Segment Start: Extracted data
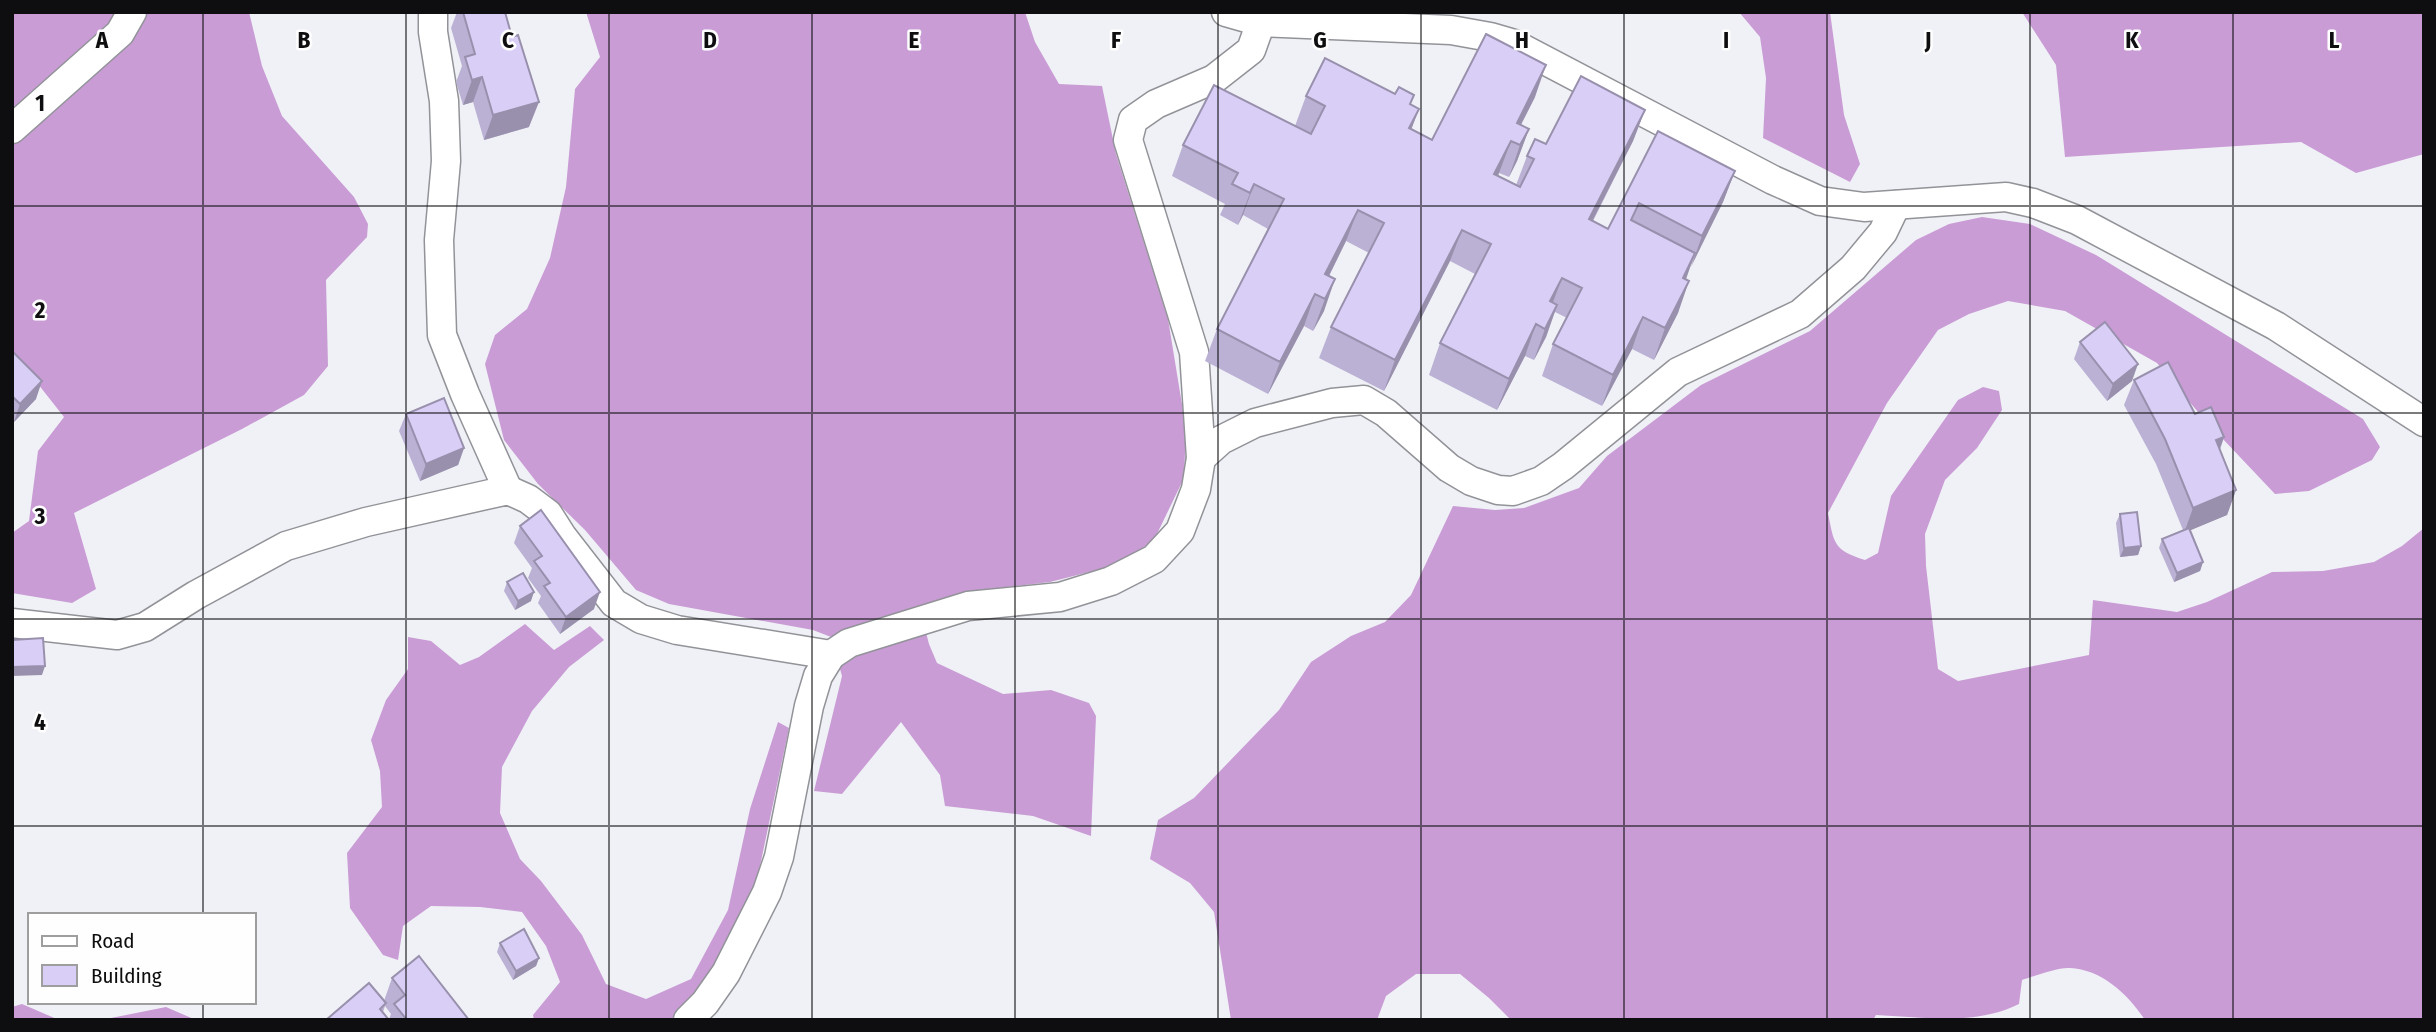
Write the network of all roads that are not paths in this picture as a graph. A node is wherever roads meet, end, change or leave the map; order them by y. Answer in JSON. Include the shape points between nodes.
{"nodes":[{"id":1,"x":132,"y":12,"type":"edge"},
{"id":2,"x":433,"y":12,"type":"edge"},
{"id":3,"x":1226,"y":12,"type":"edge"},
{"id":4,"x":1399,"y":20,"type":"edge"},
{"id":5,"x":1261,"y":22,"type":"junction"},
{"id":6,"x":12,"y":129,"type":"edge"},
{"id":7,"x":1896,"y":205,"type":"junction"},
{"id":8,"x":2424,"y":422,"type":"edge"},
{"id":9,"x":1201,"y":458,"type":"junction"},
{"id":10,"x":508,"y":490,"type":"junction"},
{"id":11,"x":12,"y":623,"type":"edge"},
{"id":12,"x":831,"y":656,"type":"junction"},
{"id":13,"x":688,"y":1020,"type":"edge"}],
"edges":[{"from":1,"to":6,"type":"street","via":[[120,33]]},
{"from":2,"to":10,"type":"street","via":[[446,160],[439,240],[442,335]]},
{"from":3,"to":5,"type":"street"},
{"from":4,"to":5,"type":"street"},
{"from":4,"to":7,"type":"street","via":[[1514,44],[1820,201],[1864,207]]},
{"from":5,"to":9,"type":"street","via":[[1251,50],[1214,79],[1156,104],[1133,120],[1128,140],[1194,352]]},
{"from":7,"to":8,"type":"street","via":[[2006,197],[2077,220],[2276,326]]},
{"from":7,"to":9,"type":"street","via":[[1883,232],[1853,268],[1800,314],[1678,372],[1563,466],[1513,491],[1471,481],[1449,468],[1386,413],[1364,400],[1332,403],[1255,424],[1221,440]]},
{"from":9,"to":12,"type":"street","via":[[1196,489],[1180,531],[1154,559],[1111,581],[1060,597],[968,606],[849,642]]},
{"from":10,"to":11,"type":"street","via":[[366,522],[286,546],[145,627],[117,635]]},
{"from":10,"to":12,"type":"street","via":[[548,514],[614,603],[641,619]]},
{"from":12,"to":13,"type":"street","via":[[818,676],[809,706],[779,857],[767,892],[726,973]]}]}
Segment End: Extracted data
What is needed
Copy the data exactly. Any picture it contains is to be omitted.

Result of the exercise
Write the network of all roads that are not paths in this picture as a graph. A node is wherever roads meet, end, change or leave the map; order them by y. Answer in JSON. Include the shape points between nodes.
{"nodes":[{"id":1,"x":132,"y":12,"type":"edge"},
{"id":2,"x":433,"y":12,"type":"edge"},
{"id":3,"x":1226,"y":12,"type":"edge"},
{"id":4,"x":1399,"y":20,"type":"edge"},
{"id":5,"x":1261,"y":22,"type":"junction"},
{"id":6,"x":12,"y":129,"type":"edge"},
{"id":7,"x":1896,"y":205,"type":"junction"},
{"id":8,"x":2424,"y":422,"type":"edge"},
{"id":9,"x":1201,"y":458,"type":"junction"},
{"id":10,"x":508,"y":490,"type":"junction"},
{"id":11,"x":12,"y":623,"type":"edge"},
{"id":12,"x":831,"y":656,"type":"junction"},
{"id":13,"x":688,"y":1020,"type":"edge"}],
"edges":[{"from":1,"to":6,"type":"street","via":[[120,33]]},
{"from":2,"to":10,"type":"street","via":[[446,160],[439,240],[442,335]]},
{"from":3,"to":5,"type":"street"},
{"from":4,"to":5,"type":"street"},
{"from":4,"to":7,"type":"street","via":[[1514,44],[1820,201],[1864,207]]},
{"from":5,"to":9,"type":"street","via":[[1251,50],[1214,79],[1156,104],[1133,120],[1128,140],[1194,352]]},
{"from":7,"to":8,"type":"street","via":[[2006,197],[2077,220],[2276,326]]},
{"from":7,"to":9,"type":"street","via":[[1883,232],[1853,268],[1800,314],[1678,372],[1563,466],[1513,491],[1471,481],[1449,468],[1386,413],[1364,400],[1332,403],[1255,424],[1221,440]]},
{"from":9,"to":12,"type":"street","via":[[1196,489],[1180,531],[1154,559],[1111,581],[1060,597],[968,606],[849,642]]},
{"from":10,"to":11,"type":"street","via":[[366,522],[286,546],[145,627],[117,635]]},
{"from":10,"to":12,"type":"street","via":[[548,514],[614,603],[641,619]]},
{"from":12,"to":13,"type":"street","via":[[818,676],[809,706],[779,857],[767,892],[726,973]]}]}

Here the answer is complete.